Il numero 17 ha portato fortuna, anche se a ben guardare solo fino a un certo punto. Jhalanath Khanal è riuscito là dove i suoi 16 predecessori avevano fallito, facendosi eleggere primo ministro del Nepal dopo un periodo di vuoto istituzionale che durava da giugno. Segno evidente che la numerologia occidentale non ha alcuna influenza sulla cabale divinatorie ancora tanto diffuse nel piccolo ex regno himalayano. Comunque, anche se a Khanal gli astri sono stati propizi, guardando alla situazione politica che il nuovo leader si trova davanti, di tutto si può parlare tranne che di buona sorte.
Nei sette mesi di stallo politico che il Nepal ha attraversato, l’estrema frammentazione partitica che ha sempre distinto il Paese è andata aumentando. In conseguenza di ciò sono ulteriormente cresciuti i già ampi spazi di manovra di quelle piccole e microscopiche formazioni disposte a formare alleanze con partiti di qualsiasi schieramento in cambio di cariche o altri vantaggi concreti. In questo momento Khanal ha la necessità di formare una coalizione il più ampia possibile e per di più in tempi estremamente ridotti. Sulla sua testa pende infatti la spada di Damocle del 28 maggio, termine ultimo fissato per l’approvazione della nuova costituzione, che richiede una maggioranza di due terzi per la sua entrata in vigore.
La carta fondamentale dovrebbe portare a compimento quel processo di pace avviato dopo l’abdicazione dell’ex sovrano Gyanendra (ritiratosi nell’aprile del 2006 a seguito delle proteste di piazza) e la firma dell’accordo tra governo e maoisti per la fine della guerriglia che per 10 anni (dal 1996 al 2006) ha insanguinato il Paese.
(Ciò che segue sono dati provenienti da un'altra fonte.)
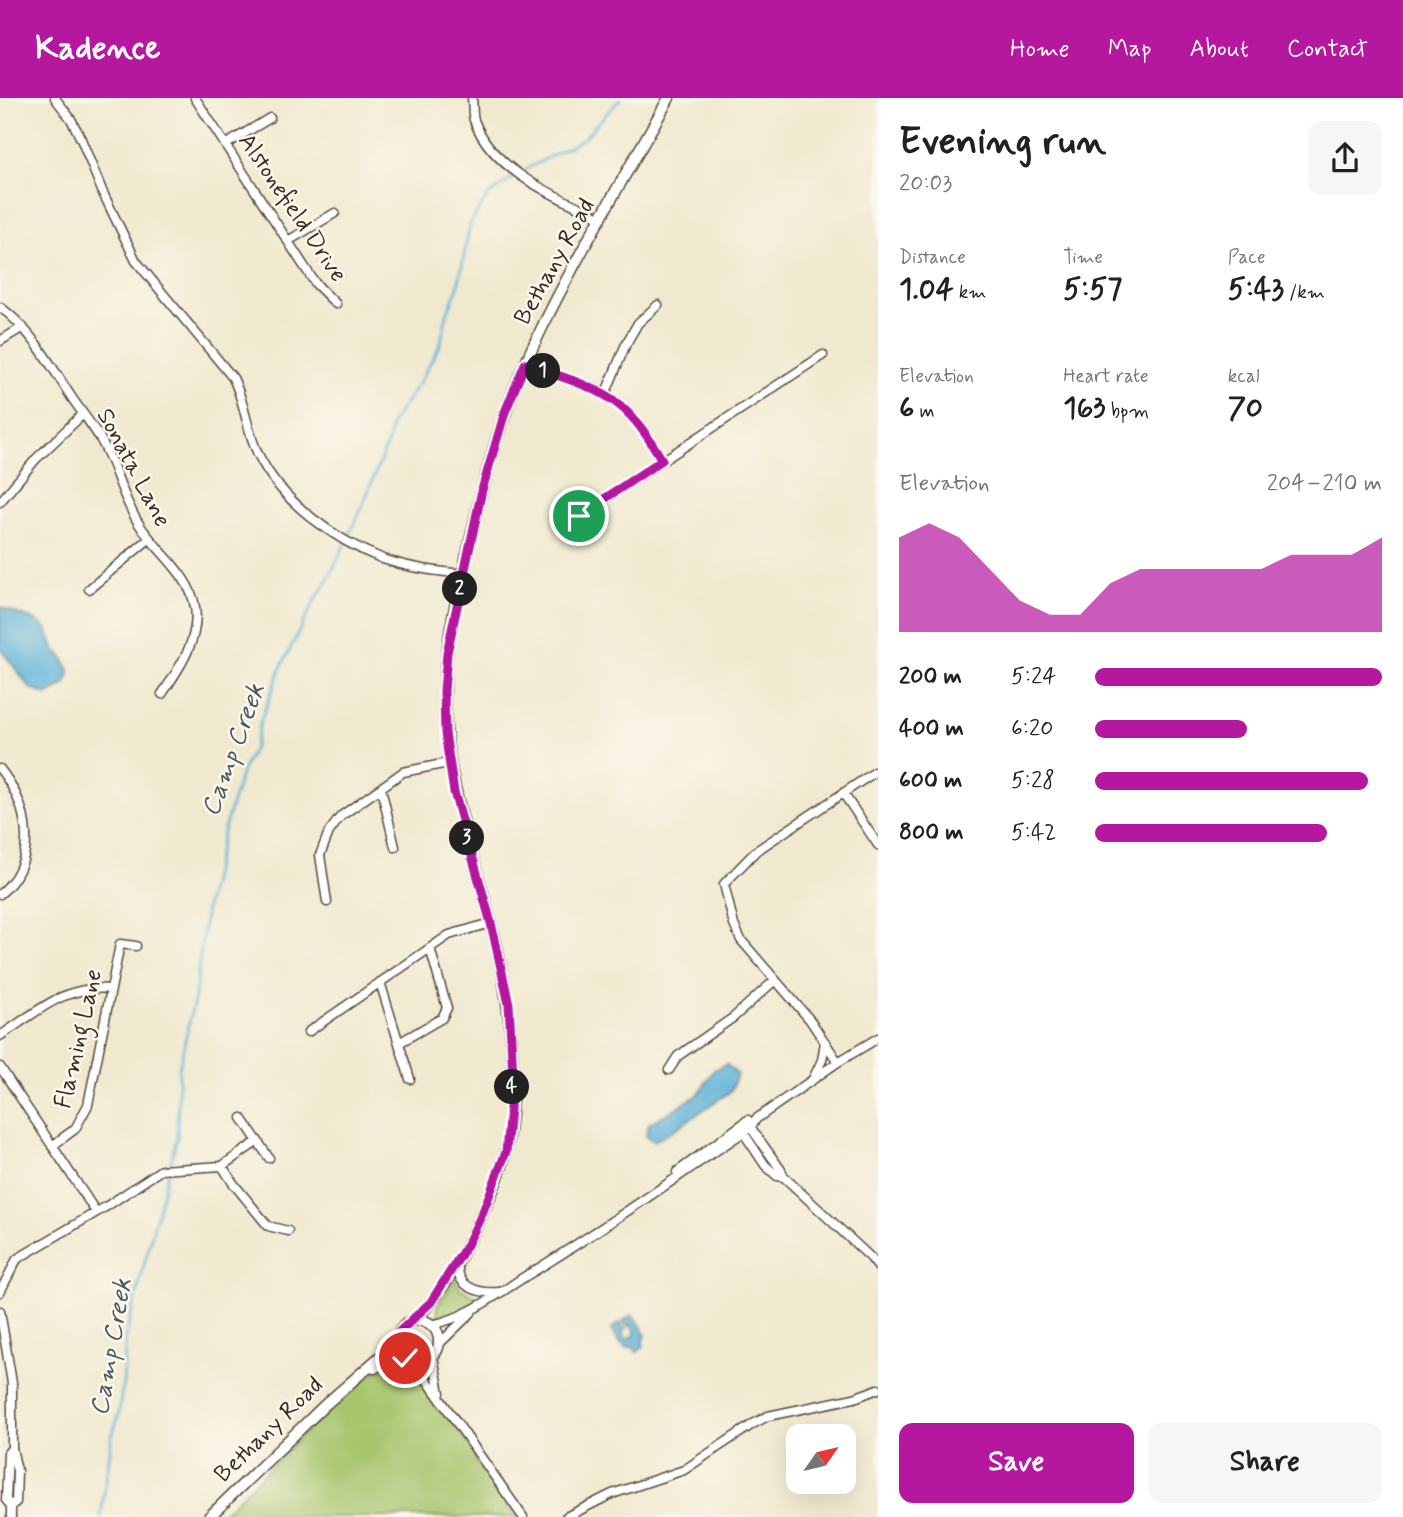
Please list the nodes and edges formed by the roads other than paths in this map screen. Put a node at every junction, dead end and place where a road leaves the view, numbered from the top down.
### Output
1 (55, 98) edge
2 (195, 98) edge
3 (472, 98) edge
4 (669, 98) edge
5 (270, 118) dead end
6 (225, 145) junction
7 (335, 213) dead end
8 (602, 218) junction
9 (288, 241) junction
10 (336, 304) dead end
11 (659, 305) dead end
12 (0, 307) edge
13 (23, 327) junction
14 (0, 341) edge
15 (823, 355) dead end
16 (525, 364) junction
17 (605, 395) junction
18 (83, 414) junction
19 (662, 460) junction
20 (0, 502) edge
21 (579, 516) dead end
22 (149, 538) junction
23 (462, 574) junction
24 (89, 589) dead end
25 (162, 694) dead end
26 (448, 763) junction
27 (0, 769) edge
28 (878, 770) edge
29 (381, 788) junction
30 (843, 793) junction
31 (878, 845) edge
32 (395, 847) dead end
33 (0, 894) edge
34 (327, 902) dead end
35 (491, 923) junction
36 (136, 947) dead end
37 (430, 947) junction
38 (775, 980) junction
39 (380, 982) junction
40 (111, 989) junction
41 (308, 1032) dead end
42 (0, 1036) edge
43 (878, 1038) edge
44 (825, 1042) junction
45 (399, 1043) junction
46 (838, 1062) junction
47 (0, 1067) edge
48 (669, 1070) dead end
49 (410, 1080) dead end
50 (811, 1081) junction
51 (773, 1107) junction
52 (242, 1118) dead end
53 (744, 1127) junction
54 (258, 1141) junction
55 (52, 1146) junction
56 (722, 1147) junction
57 (754, 1150) junction
58 (767, 1151) junction
59 (269, 1158) dead end
60 (222, 1166) junction
61 (784, 1177) junction
62 (648, 1196) junction
63 (96, 1212) junction
64 (288, 1231) dead end
65 (459, 1258) junction
66 (875, 1259) edge
67 (878, 1267) edge
68 (502, 1291) junction
69 (0, 1292) edge
70 (431, 1302) junction
71 (478, 1306) junction
72 (0, 1311) edge
73 (412, 1321) junction
74 (429, 1323) junction
75 (397, 1342) junction
76 (439, 1344) junction
77 (433, 1357) junction
78 (405, 1358) junction
79 (415, 1363) junction
80 (360, 1374) junction
81 (878, 1390) edge
82 (444, 1402) junction
83 (12, 1448) junction
84 (7, 1482) junction
85 (17, 1482) junction
86 (11, 1506) junction
87 (11, 1517) edge
88 (209, 1517) edge
89 (523, 1517) edge
90 (566, 1517) edge

1 - 23 street
2 - 6 street, Alstonefield Drive
3 - 8 street
4 - 8 street, Bethany Road
5 - 6 street
6 - 9 street, Alstonefield Drive
7 - 9 street
8 - 16 street, Bethany Road
9 - 10 street, Alstonefield Drive
11 - 17 street
12 - 13 street, Sonata Lane
13 - 14 street
13 - 18 street, Sonata Lane
15 - 19 street
16 - 17 street
16 - 23 street, Bethany Road
17 - 19 street
18 - 20 street
18 - 22 street, Sonata Lane
19 - 21 street
22 - 24 street
22 - 25 street, Sonata Lane
23 - 26 street, Bethany Road
26 - 29 street
26 - 35 street, Bethany Road
27 - 33 street
28 - 30 street
29 - 32 street
29 - 34 street
30 - 31 street
30 - 38 street
35 - 37 street
35 - 65 street, Bethany Road
36 - 40 street, Flaming Lane
37 - 39 street
37 - 45 street
38 - 44 street
38 - 48 street
39 - 41 street
39 - 45 street
40 - 42 street
40 - 55 street, Flaming Lane
43 - 46 street
44 - 46 street
44 - 50 street
45 - 49 street
46 - 50 street
47 - 55 street
50 - 51 street
51 - 53 street
51 - 58 street
52 - 54 street
53 - 56 street
53 - 57 street
53 - 58 street
53 - 62 street
54 - 59 street
54 - 60 street
55 - 63 street
56 - 57 street
56 - 62 street
57 - 61 street
58 - 61 street
60 - 63 street
60 - 64 street
61 - 66 street
62 - 68 street
63 - 69 street
65 - 68 street
65 - 70 street, Bethany Road
66 - 67 street
68 - 71 street
70 - 73 street, Bethany Road
70 - 74 street, Bethany Road
71 - 74 street
71 - 76 street
72 - 83 street
73 - 74 street
73 - 75 street
74 - 76 street
75 - 78 street
75 - 80 street, Bethany Road
76 - 77 street
77 - 79 street
77 - 82 street
78 - 79 street
78 - 80 street, Bethany Road
79 - 82 street
80 - 88 street, Bethany Road
81 - 90 street
82 - 89 street
83 - 84 street
83 - 85 street
84 - 85 street
84 - 86 street
85 - 86 street
86 - 87 street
Il compito di Khanal è tutt’altro che semplice. Il suo principale nemico è paradossalmente proprio il Partito maoista di Pushpa Kamal Dahal, meglio noto come Prachanda, il leggendario leader che dopo aver guidato per anni la rivolta contro il re, ha portato i maoisti ad abbandonare la lotta armata e a divenire il principale partito politico del Paese.
L’elezione di Khanal (leader del Cpn-Uml, il Partito comunista del Nepal unificato marxista-leninista) è stata resa possibile appunto da Prachanda, che ha ritirato all’ultimo momento la propria candidatura per sbloccare l’ennesimo impasse politico su cui la votazione rischiava di arenarsi e ha iniziato ad appoggiare l’ex rivale. In cambio di questo sostegno i maoisti hanno chiesto di occupare alcuni ruoli chiave all’interno del nuovo governo, tra cui il ministero degli Interni, e di procedere all’integrazione di almeno 20mila ex guerriglieri nelle fila dell’esercito regolare (una delle principali clausole dell’accordo tra esecutivo e maoisti firmato nel 2006, da allora rimasta inattuata). In più, secondo alcune indiscrezioni riportate dalla stampa locale, gli ex ribelli avrebbero domandato la costituzione di un «meccanismo di consultazione di alto livello», una sorta di shadow cabinet presieduto da Khanal e Prachanda.
La maggioranza del Cpn-Uml è però contraria ad accontentare le richieste del partito maoista, temendo che questo possa aumentare ulteriormente il suo potere. Da giorni quindi il balletto delle cariche politiche va avanti senza che si riesca a trovare un accordo per la spartizione delle poltrone. I maoisti hanno già cominciato avanzare l’idea di non partecipare direttamente al nuovo governo ma di limitarsi ad appoggiarlo dall’esterno.
La situazione è estremamente fluida e suscettibile di ogni tipo di sviluppo. Intanto si avvicina la scadenza del 15 febbraio, quando il parlamento dovrà approvare il bilancio per il nuovo anno. Un test fondamentale per Khanal. Un voto contrario dell’assemblea legislativa impedirebbe infatti qualsiasi manovra finanziaria dell’esecutivo, complicando non poco una situazione già difficile.